Investment Valuations - Debt securities (other than short-term obligations which
mature in 60 days or less), including listed issues, are valued on the basis of
valuations furnished by dealers or by a pricing service with consideration to
factors such as institutional-size trading in similar groups of securities,
yield, quality, coupon rate, maturity, type of issue, trading characteristics
and other market data, without exclusive reliance upon exchange or
over-the-counter prices. Short-term obligations, which mature in 60 days or
less, are valued at amortized cost, which approximates market value. Futures
contracts listed on commodities exchanges are reported at market value using
closing settlement prices. Securities for which there are no such quotations or
valuations are valued at fair value as determined in good faith by or at the
direction of the Trustees.
Futures Contracts - The Fund may enter into futures contracts for the delayed
delivery of securities or contracts based on financial indices at a fixed price
on a future date. In entering such contracts, the Fund is required to deposit
with the broker either in cash or securities an amount equal to a certain
percentage of the contract amount. Subsequent payments are made or received by
the Fund each day, depending on the daily fluctuations in the value of the
contract, and are recorded for financial statement purposes as unrealized gains
or losses by the Fund. The Fund's investment in futures contracts is designed to
hedge against anticipated future changes in interest rates or securities prices.
Investments in interest rate futures for purposes other than hedging may be made
to modify the duration of the portfolio without incurring the additional
transaction costs involved in buying and selling the underlying securities.
Should interest rates or securities prices move unexpectedly, the Fund may not
achieve the anticipated benefits of the futures contracts and may realize a
loss.
Indexed Securities - The Fund may invest in indexed securities whose value may
be linked to interest rates, commodities, indices or other financial indicators.
Indexed securities are fixed-income securities whose proceeds at maturity
(principal-indexed securities) or interest rates (coupon-indexed securities)
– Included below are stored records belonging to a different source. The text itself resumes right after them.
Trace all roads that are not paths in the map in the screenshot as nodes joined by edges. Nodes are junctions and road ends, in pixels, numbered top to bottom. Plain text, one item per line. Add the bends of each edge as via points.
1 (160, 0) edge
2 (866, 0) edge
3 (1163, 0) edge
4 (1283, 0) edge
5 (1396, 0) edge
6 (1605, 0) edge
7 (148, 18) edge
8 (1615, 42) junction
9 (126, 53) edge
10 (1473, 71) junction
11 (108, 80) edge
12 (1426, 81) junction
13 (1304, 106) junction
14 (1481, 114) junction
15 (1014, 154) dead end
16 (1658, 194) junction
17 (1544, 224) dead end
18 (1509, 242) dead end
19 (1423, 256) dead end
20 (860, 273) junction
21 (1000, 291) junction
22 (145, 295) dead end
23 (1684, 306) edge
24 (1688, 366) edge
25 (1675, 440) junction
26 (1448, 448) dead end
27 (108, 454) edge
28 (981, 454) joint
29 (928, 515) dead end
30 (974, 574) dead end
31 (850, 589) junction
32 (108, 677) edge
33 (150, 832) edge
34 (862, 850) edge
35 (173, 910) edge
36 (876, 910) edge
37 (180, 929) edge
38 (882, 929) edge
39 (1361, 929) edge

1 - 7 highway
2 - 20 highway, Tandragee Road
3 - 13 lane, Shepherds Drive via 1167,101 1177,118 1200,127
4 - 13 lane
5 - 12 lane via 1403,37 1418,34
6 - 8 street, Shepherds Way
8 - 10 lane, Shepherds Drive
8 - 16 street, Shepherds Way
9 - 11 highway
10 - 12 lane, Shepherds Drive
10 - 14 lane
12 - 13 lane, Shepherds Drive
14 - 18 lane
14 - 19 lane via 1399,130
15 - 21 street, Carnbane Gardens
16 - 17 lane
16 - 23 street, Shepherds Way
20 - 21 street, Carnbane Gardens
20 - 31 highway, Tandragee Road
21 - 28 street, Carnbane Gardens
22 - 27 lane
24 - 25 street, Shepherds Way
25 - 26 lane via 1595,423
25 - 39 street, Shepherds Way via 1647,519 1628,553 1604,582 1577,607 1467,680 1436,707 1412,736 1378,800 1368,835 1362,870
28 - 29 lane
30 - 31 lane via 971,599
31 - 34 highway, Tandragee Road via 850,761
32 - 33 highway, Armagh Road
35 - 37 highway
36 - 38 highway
rise and fall according to the change in one or more specified underlying
instruments. Indexed securities may be more volatile than the underlying
instrument itself.
Investment Transactions and Income - Investment transactions are recorded on the
trade date. Interest income is recorded on the accrual basis. All premium and
original issue discount is amortized or accreted for financial statement and tax
reporting purposes as required by federal income tax regulations. Interest
payments received in additional securities are recorded on the ex-interest date
in an amount equal to the value of the security on such date.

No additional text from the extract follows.